Amid Economic Crisis, Deepening Legal Nihilism
As many readers are well aware, yesterday Judge Viktor Danilkin of the Khamovniki District Court in Moscow concluded pre-trial hearings against the political prisoner Mikhail Khodorkovsky by rejecting all appeal motions brought by the defense to stay proceedings. The judge did see it fit, however, to accept the only appeal presented by prosecutors to keep the defendants in custody throughout the trial.
This second show trial of Khodorkovsky is markedly different from the first, perhaps most importantly by the fact that no one is bothering to defend the obvious lack of merit in the state’s case. As was highlighted in the summary of our appeal for dismissal, the “new” charges against Khodorkovsky are so preposterous and implausible, and the process so severely flawed, that one can’t help but be struck by the generalized disrespect and hostility toward the institution of law and justice shown by the prosecutors.

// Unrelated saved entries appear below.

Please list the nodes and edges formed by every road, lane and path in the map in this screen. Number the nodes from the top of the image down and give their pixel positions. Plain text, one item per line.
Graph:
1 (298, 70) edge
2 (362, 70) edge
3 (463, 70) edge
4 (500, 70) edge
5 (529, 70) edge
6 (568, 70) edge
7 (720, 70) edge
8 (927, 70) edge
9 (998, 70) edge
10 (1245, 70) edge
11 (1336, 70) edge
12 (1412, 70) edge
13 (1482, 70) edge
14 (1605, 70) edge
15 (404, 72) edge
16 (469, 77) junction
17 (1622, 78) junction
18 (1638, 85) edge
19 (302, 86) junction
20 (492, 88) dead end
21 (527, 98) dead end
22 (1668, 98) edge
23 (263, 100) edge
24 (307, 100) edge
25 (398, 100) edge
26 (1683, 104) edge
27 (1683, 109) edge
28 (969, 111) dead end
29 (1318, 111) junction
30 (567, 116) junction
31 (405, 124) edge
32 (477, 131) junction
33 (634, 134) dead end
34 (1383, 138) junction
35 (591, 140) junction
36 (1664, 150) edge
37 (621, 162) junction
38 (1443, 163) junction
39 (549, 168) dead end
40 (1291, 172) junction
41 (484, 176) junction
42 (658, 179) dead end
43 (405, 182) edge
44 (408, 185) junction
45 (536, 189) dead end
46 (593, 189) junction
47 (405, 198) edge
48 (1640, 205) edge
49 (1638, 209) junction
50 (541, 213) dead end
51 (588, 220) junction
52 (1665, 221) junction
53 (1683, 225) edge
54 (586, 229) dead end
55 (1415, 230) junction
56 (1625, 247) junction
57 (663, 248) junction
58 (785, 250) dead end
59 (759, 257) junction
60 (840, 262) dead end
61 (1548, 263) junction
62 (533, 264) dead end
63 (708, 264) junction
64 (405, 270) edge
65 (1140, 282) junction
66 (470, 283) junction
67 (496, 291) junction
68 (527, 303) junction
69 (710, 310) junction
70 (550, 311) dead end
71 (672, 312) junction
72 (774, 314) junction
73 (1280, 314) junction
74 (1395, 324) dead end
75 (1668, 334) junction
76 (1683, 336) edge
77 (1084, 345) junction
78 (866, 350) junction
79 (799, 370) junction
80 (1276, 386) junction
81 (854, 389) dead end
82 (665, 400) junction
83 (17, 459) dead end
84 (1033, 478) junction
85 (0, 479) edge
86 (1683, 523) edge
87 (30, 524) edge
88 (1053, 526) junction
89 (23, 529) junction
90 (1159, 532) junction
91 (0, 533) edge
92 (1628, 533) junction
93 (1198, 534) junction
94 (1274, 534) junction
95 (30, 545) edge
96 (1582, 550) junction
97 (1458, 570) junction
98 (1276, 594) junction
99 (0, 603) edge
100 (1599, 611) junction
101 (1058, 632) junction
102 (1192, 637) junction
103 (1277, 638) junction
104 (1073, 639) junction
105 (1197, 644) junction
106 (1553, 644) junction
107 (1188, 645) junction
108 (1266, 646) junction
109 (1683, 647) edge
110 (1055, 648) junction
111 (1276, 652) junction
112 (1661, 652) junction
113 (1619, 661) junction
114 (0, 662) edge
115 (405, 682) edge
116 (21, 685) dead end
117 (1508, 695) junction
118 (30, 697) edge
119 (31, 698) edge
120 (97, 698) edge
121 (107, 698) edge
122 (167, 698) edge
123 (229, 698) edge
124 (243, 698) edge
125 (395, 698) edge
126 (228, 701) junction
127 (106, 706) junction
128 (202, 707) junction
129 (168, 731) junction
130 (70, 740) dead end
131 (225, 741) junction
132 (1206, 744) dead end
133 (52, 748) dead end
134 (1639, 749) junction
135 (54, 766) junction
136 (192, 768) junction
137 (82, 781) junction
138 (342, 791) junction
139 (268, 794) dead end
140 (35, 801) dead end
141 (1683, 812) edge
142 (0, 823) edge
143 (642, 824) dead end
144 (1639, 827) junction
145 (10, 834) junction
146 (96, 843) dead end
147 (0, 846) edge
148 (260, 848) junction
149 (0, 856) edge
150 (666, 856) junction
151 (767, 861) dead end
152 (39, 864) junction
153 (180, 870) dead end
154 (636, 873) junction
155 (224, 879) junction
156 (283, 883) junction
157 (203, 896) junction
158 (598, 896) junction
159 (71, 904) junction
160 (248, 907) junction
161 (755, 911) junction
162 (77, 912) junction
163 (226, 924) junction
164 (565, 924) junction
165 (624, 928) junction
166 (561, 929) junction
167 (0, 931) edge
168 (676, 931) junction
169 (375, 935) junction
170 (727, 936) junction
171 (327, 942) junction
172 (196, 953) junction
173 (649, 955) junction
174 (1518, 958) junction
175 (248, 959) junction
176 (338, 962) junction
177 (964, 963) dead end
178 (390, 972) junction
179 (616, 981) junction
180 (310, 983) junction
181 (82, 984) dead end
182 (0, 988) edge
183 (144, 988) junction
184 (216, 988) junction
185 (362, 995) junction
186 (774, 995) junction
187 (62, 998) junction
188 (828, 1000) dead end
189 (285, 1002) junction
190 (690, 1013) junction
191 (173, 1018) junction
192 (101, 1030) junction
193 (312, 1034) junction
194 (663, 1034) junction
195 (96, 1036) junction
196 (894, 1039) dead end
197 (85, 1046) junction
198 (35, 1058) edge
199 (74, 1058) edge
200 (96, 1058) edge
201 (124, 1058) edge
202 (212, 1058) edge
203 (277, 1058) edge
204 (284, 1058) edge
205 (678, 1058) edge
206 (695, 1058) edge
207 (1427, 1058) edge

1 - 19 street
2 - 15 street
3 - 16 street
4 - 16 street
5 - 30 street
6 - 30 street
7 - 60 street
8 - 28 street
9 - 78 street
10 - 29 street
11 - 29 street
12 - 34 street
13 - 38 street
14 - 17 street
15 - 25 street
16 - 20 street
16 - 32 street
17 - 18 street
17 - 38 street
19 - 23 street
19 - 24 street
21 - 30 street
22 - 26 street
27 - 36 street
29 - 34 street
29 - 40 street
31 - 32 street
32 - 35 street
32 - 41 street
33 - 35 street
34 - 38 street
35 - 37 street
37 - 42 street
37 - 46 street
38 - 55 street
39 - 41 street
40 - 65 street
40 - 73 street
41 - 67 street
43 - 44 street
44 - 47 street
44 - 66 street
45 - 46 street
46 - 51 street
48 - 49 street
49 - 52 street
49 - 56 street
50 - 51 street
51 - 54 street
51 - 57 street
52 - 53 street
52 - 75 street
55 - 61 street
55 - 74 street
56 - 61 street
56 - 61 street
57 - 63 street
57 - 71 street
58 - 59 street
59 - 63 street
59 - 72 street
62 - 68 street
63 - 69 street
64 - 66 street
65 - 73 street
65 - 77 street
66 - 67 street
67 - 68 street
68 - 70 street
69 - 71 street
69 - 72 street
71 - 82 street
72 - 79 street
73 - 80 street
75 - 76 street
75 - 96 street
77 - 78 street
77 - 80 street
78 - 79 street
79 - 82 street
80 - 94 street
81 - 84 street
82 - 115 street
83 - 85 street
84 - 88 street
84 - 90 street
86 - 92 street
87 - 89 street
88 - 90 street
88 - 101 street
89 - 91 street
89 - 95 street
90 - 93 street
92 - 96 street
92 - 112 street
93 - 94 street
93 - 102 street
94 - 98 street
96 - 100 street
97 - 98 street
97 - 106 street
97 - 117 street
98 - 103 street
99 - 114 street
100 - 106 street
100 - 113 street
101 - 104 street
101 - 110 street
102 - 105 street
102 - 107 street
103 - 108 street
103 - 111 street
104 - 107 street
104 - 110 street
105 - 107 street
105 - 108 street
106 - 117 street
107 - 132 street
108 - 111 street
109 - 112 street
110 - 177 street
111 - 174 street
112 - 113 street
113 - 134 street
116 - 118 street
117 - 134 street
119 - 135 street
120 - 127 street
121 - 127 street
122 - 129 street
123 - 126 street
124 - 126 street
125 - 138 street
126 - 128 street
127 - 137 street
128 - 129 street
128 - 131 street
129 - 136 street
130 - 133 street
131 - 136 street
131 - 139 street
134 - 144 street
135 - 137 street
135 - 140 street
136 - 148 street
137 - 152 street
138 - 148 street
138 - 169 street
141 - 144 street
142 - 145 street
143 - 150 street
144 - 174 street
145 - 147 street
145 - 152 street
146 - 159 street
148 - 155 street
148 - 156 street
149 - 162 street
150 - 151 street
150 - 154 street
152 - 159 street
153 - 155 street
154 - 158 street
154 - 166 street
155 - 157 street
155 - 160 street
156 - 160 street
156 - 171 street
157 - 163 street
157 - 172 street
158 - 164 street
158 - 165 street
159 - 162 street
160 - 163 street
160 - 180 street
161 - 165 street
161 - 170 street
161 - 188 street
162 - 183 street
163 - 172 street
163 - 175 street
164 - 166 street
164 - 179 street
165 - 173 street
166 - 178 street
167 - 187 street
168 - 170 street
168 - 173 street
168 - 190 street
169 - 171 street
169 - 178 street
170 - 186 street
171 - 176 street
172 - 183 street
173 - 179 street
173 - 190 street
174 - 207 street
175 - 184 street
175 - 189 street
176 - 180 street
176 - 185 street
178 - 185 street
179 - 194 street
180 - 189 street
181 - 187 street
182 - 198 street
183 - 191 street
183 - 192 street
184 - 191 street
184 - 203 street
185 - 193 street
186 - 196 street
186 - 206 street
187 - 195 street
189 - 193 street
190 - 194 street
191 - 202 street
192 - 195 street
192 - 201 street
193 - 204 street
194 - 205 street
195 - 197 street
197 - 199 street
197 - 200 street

As my colleague in Moscow, lawyer Vadim Klyuvgant, has told the press, the state’s claims against the prisoner “could only be dreamed up in some very elaborate fantasy.” Indeed Khodorkovsky is formerly accused of embezzling a staggering 350 million tonnes of crude oil – the equivalent of the company’s entire oil production over a period of six years without PricewaterhouseCoopers, independent auditers, or other shareholders in Russia’s most transparent corporation taking notice. It is an accusation akin to blaming him for the great Chicago fire of 1871, the Stalinist purges of 1937-1938, and Sept. 11, 2001 all at once … such insane allegations would carry about the same level of evidence and mere possibility: none.